▸ Work task:
Restate each record word for word, omitting whatever pictures it holds.

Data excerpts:

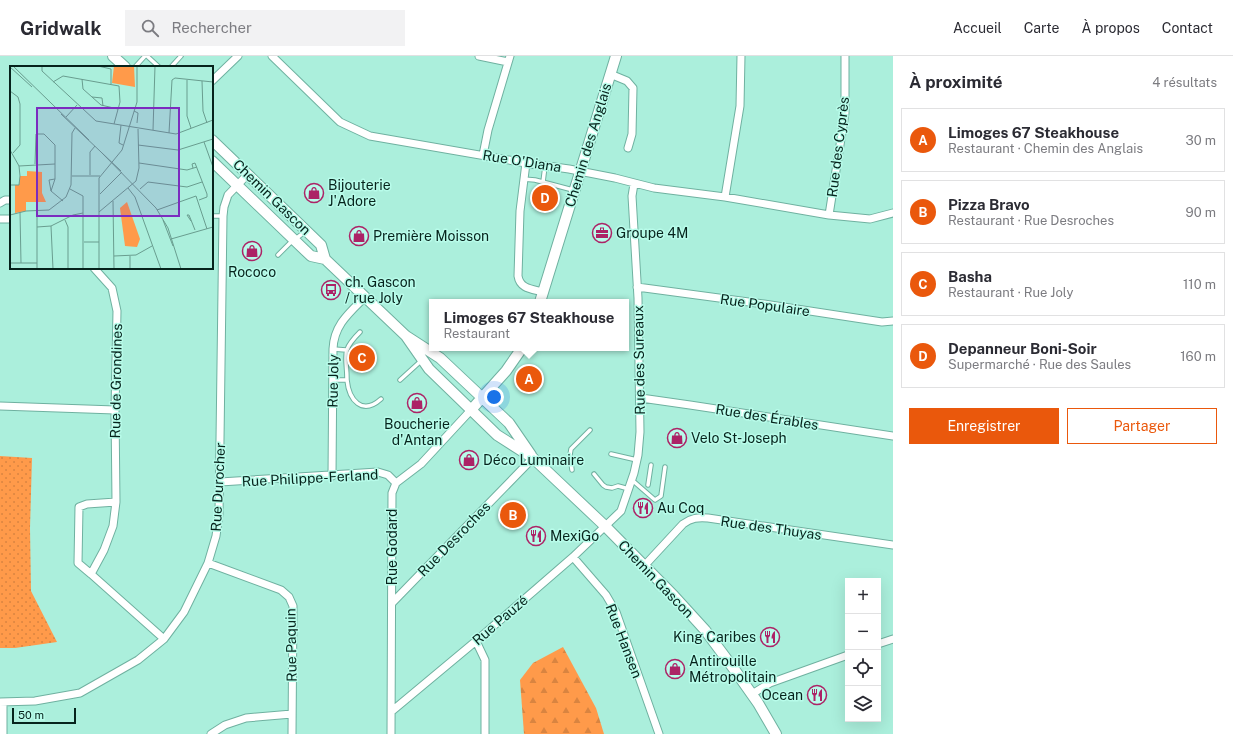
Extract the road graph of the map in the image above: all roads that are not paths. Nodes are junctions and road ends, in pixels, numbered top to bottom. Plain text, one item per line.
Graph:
1 (146, 56) edge
2 (181, 56) edge
3 (238, 56) edge
4 (272, 56) edge
5 (479, 56) edge
6 (616, 56) edge
7 (741, 56) edge
8 (845, 56) edge
9 (509, 59) edge
10 (135, 66) edge
11 (158, 66) edge
12 (172, 66) edge
13 (610, 74) junction
14 (213, 80) edge
15 (213, 144) edge
16 (628, 148) dead end
17 (483, 155) junction
18 (213, 162) edge
19 (526, 163) junction
20 (545, 166) junction
21 (580, 171) junction
22 (248, 174) junction
23 (523, 179) junction
24 (543, 182) junction
25 (634, 184) junction
26 (237, 185) junction
27 (574, 190) junction
28 (725, 197) junction
29 (10, 200) edge
30 (0, 203) edge
31 (893, 213) edge
32 (830, 215) junction
33 (213, 216) edge
34 (223, 216) junction
35 (307, 231) junction
36 (294, 240) junction
37 (278, 255) dead end
38 (325, 258) junction
39 (95, 269) edge
40 (637, 287) junction
41 (365, 297) junction
42 (542, 297) edge
43 (893, 321) edge
44 (360, 332) dead end
45 (406, 336) junction
46 (333, 349) junction
47 (346, 350) junction
48 (429, 351) edge
49 (429, 351) edge
50 (520, 351) edge
51 (423, 360) junction
52 (333, 380) junction
53 (347, 380) junction
54 (400, 380) dead end
55 (482, 398) junction
56 (640, 398) junction
57 (381, 399) dead end
58 (0, 406) edge
59 (115, 410) junction
60 (471, 410) junction
61 (590, 430) dead end
62 (893, 436) edge
63 (611, 454) dead end
64 (533, 458) junction
65 (637, 460) junction
66 (651, 465) dead end
67 (665, 467) dead end
68 (572, 470) dead end
69 (594, 474) dead end
70 (332, 476) junction
71 (632, 480) junction
72 (220, 482) junction
73 (396, 483) junction
74 (648, 485) dead end
75 (629, 489) junction
76 (116, 502) junction
77 (605, 526) junction
78 (893, 545) edge
79 (573, 557) junction
80 (208, 563) junction
81 (645, 565) junction
82 (91, 574) junction
83 (392, 603) junction
84 (164, 639) junction
85 (893, 639) edge
86 (476, 641) junction
87 (881, 643) edge
88 (845, 655) edge
89 (752, 694) junction
90 (1, 702) edge
91 (392, 711) junction
92 (292, 714) junction
93 (3, 734) edge
94 (211, 734) edge
95 (292, 734) edge
96 (391, 734) edge
97 (485, 734) edge
98 (659, 734) edge
99 (776, 734) edge

1 - 10 lane
1 - 11 lane
2 - 12 lane
3 - 14 street
4 - 17 street, Rue O'Diana
5 - 9 street
6 - 13 main road, Chemin des Anglais
7 - 28 street
8 - 32 street, Rue des Cyprès
9 - 17 street
13 - 16 street
13 - 21 main road, Chemin des Anglais
15 - 22 main road, Chemin Gascon
17 - 19 street, Rue O'Diana
18 - 26 main road, Chemin Gascon
19 - 20 street, Rue O'Diana
19 - 23 street
20 - 21 street, Rue O'Diana
20 - 24 lane
21 - 25 street, Rue O'Diana
21 - 27 main road, Chemin des Anglais
22 - 26 street, Rue Durocher
22 - 35 main road, Chemin Gascon
23 - 24 lane
23 - 42 street
24 - 27 lane
25 - 28 street, Rue O'Diana
25 - 40 street, Rue des Sureaux
26 - 34 street, Rue Durocher
26 - 36 main road, Chemin Gascon
27 - 42 main road, Chemin des Anglais
28 - 32 street, Rue O'Diana
29 - 30 street
31 - 32 street, Rue O'Diana
33 - 34 lane
34 - 72 street, Rue Durocher
35 - 36 lane
35 - 38 main road, Chemin Gascon
36 - 37 lane
36 - 38 main road, Chemin Gascon
38 - 41 main road, Chemin Gascon
39 - 59 street, Rue de Grondines
40 - 43 street, Rue Populaire
40 - 56 street, Rue des Sureaux
41 - 45 main road, Chemin Gascon
41 - 46 street, Rue Joly
44 - 47 lane
45 - 49 main road, Chemin Gascon
45 - 51 main road, Chemin Gascon
46 - 47 lane
46 - 52 street, Rue Joly
47 - 53 lane
48 - 55 main road, Chemin Gascon
50 - 55 main road
51 - 54 lane
51 - 60 main road, Chemin Gascon
52 - 53 lane
52 - 70 street, Rue Joly
53 - 57 lane
55 - 60 main road
55 - 64 main road, Chemin Gascon
56 - 62 street, Rue des Érables
56 - 65 street, Rue des Sureaux
58 - 59 street
59 - 76 street, Rue de Grondines
60 - 64 main road, Chemin Gascon
60 - 73 street
61 - 68 lane
63 - 65 lane
64 - 77 main road, Chemin Gascon
64 - 83 street, Rue Desroches
65 - 71 street, Rue des Sureaux
66 - 74 lane
67 - 71 lane
69 - 75 lane
70 - 72 street, Rue Philippe-Ferland
70 - 73 street, Rue Philippe-Ferland
71 - 75 street, Rue des Sureaux
72 - 80 street, Rue Durocher
73 - 83 street, Rue Godard
75 - 77 street, Rue des Sureaux
76 - 82 street, Rue de Grondines
76 - 82 street
77 - 79 street, Rue Pauzé
77 - 81 main road, Chemin Gascon
78 - 81 street, Rue des Thuyas
79 - 86 street, Rue Pauzé
79 - 98 street, Rue Hansen
80 - 84 street, Rue Durocher
80 - 92 street, Rue Paquin
81 - 89 main road, Chemin Gascon
82 - 84 street
83 - 91 street, Rue Godard
84 - 90 street, Rue Durocher
85 - 87 street
86 - 91 street, Rue Pauzé
86 - 97 street
88 - 89 street
89 - 99 main road, Chemin Gascon
90 - 93 street
91 - 96 street, Rue Godard
92 - 94 street
92 - 95 street, Rue Paquin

▸ Answer area:
Extract the road graph of the map in the image above: all roads that are not paths. Nodes are junctions and road ends, in pixels, numbered top to bottom. Plain text, one item per line.
Graph:
1 (146, 56) edge
2 (181, 56) edge
3 (238, 56) edge
4 (272, 56) edge
5 (479, 56) edge
6 (616, 56) edge
7 (741, 56) edge
8 (845, 56) edge
9 (509, 59) edge
10 (135, 66) edge
11 (158, 66) edge
12 (172, 66) edge
13 (610, 74) junction
14 (213, 80) edge
15 (213, 144) edge
16 (628, 148) dead end
17 (483, 155) junction
18 (213, 162) edge
19 (526, 163) junction
20 (545, 166) junction
21 (580, 171) junction
22 (248, 174) junction
23 (523, 179) junction
24 (543, 182) junction
25 (634, 184) junction
26 (237, 185) junction
27 (574, 190) junction
28 (725, 197) junction
29 (10, 200) edge
30 (0, 203) edge
31 (893, 213) edge
32 (830, 215) junction
33 (213, 216) edge
34 (223, 216) junction
35 (307, 231) junction
36 (294, 240) junction
37 (278, 255) dead end
38 (325, 258) junction
39 (95, 269) edge
40 (637, 287) junction
41 (365, 297) junction
42 (542, 297) edge
43 (893, 321) edge
44 (360, 332) dead end
45 (406, 336) junction
46 (333, 349) junction
47 (346, 350) junction
48 (429, 351) edge
49 (429, 351) edge
50 (520, 351) edge
51 (423, 360) junction
52 (333, 380) junction
53 (347, 380) junction
54 (400, 380) dead end
55 (482, 398) junction
56 (640, 398) junction
57 (381, 399) dead end
58 (0, 406) edge
59 (115, 410) junction
60 (471, 410) junction
61 (590, 430) dead end
62 (893, 436) edge
63 (611, 454) dead end
64 (533, 458) junction
65 (637, 460) junction
66 (651, 465) dead end
67 (665, 467) dead end
68 (572, 470) dead end
69 (594, 474) dead end
70 (332, 476) junction
71 (632, 480) junction
72 (220, 482) junction
73 (396, 483) junction
74 (648, 485) dead end
75 (629, 489) junction
76 (116, 502) junction
77 (605, 526) junction
78 (893, 545) edge
79 (573, 557) junction
80 (208, 563) junction
81 (645, 565) junction
82 (91, 574) junction
83 (392, 603) junction
84 (164, 639) junction
85 (893, 639) edge
86 (476, 641) junction
87 (881, 643) edge
88 (845, 655) edge
89 (752, 694) junction
90 (1, 702) edge
91 (392, 711) junction
92 (292, 714) junction
93 (3, 734) edge
94 (211, 734) edge
95 (292, 734) edge
96 (391, 734) edge
97 (485, 734) edge
98 (659, 734) edge
99 (776, 734) edge

1 - 10 lane
1 - 11 lane
2 - 12 lane
3 - 14 street
4 - 17 street, Rue O'Diana
5 - 9 street
6 - 13 main road, Chemin des Anglais
7 - 28 street
8 - 32 street, Rue des Cyprès
9 - 17 street
13 - 16 street
13 - 21 main road, Chemin des Anglais
15 - 22 main road, Chemin Gascon
17 - 19 street, Rue O'Diana
18 - 26 main road, Chemin Gascon
19 - 20 street, Rue O'Diana
19 - 23 street
20 - 21 street, Rue O'Diana
20 - 24 lane
21 - 25 street, Rue O'Diana
21 - 27 main road, Chemin des Anglais
22 - 26 street, Rue Durocher
22 - 35 main road, Chemin Gascon
23 - 24 lane
23 - 42 street
24 - 27 lane
25 - 28 street, Rue O'Diana
25 - 40 street, Rue des Sureaux
26 - 34 street, Rue Durocher
26 - 36 main road, Chemin Gascon
27 - 42 main road, Chemin des Anglais
28 - 32 street, Rue O'Diana
29 - 30 street
31 - 32 street, Rue O'Diana
33 - 34 lane
34 - 72 street, Rue Durocher
35 - 36 lane
35 - 38 main road, Chemin Gascon
36 - 37 lane
36 - 38 main road, Chemin Gascon
38 - 41 main road, Chemin Gascon
39 - 59 street, Rue de Grondines
40 - 43 street, Rue Populaire
40 - 56 street, Rue des Sureaux
41 - 45 main road, Chemin Gascon
41 - 46 street, Rue Joly
44 - 47 lane
45 - 49 main road, Chemin Gascon
45 - 51 main road, Chemin Gascon
46 - 47 lane
46 - 52 street, Rue Joly
47 - 53 lane
48 - 55 main road, Chemin Gascon
50 - 55 main road
51 - 54 lane
51 - 60 main road, Chemin Gascon
52 - 53 lane
52 - 70 street, Rue Joly
53 - 57 lane
55 - 60 main road
55 - 64 main road, Chemin Gascon
56 - 62 street, Rue des Érables
56 - 65 street, Rue des Sureaux
58 - 59 street
59 - 76 street, Rue de Grondines
60 - 64 main road, Chemin Gascon
60 - 73 street
61 - 68 lane
63 - 65 lane
64 - 77 main road, Chemin Gascon
64 - 83 street, Rue Desroches
65 - 71 street, Rue des Sureaux
66 - 74 lane
67 - 71 lane
69 - 75 lane
70 - 72 street, Rue Philippe-Ferland
70 - 73 street, Rue Philippe-Ferland
71 - 75 street, Rue des Sureaux
72 - 80 street, Rue Durocher
73 - 83 street, Rue Godard
75 - 77 street, Rue des Sureaux
76 - 82 street, Rue de Grondines
76 - 82 street
77 - 79 street, Rue Pauzé
77 - 81 main road, Chemin Gascon
78 - 81 street, Rue des Thuyas
79 - 86 street, Rue Pauzé
79 - 98 street, Rue Hansen
80 - 84 street, Rue Durocher
80 - 92 street, Rue Paquin
81 - 89 main road, Chemin Gascon
82 - 84 street
83 - 91 street, Rue Godard
84 - 90 street, Rue Durocher
85 - 87 street
86 - 91 street, Rue Pauzé
86 - 97 street
88 - 89 street
89 - 99 main road, Chemin Gascon
90 - 93 street
91 - 96 street, Rue Godard
92 - 94 street
92 - 95 street, Rue Paquin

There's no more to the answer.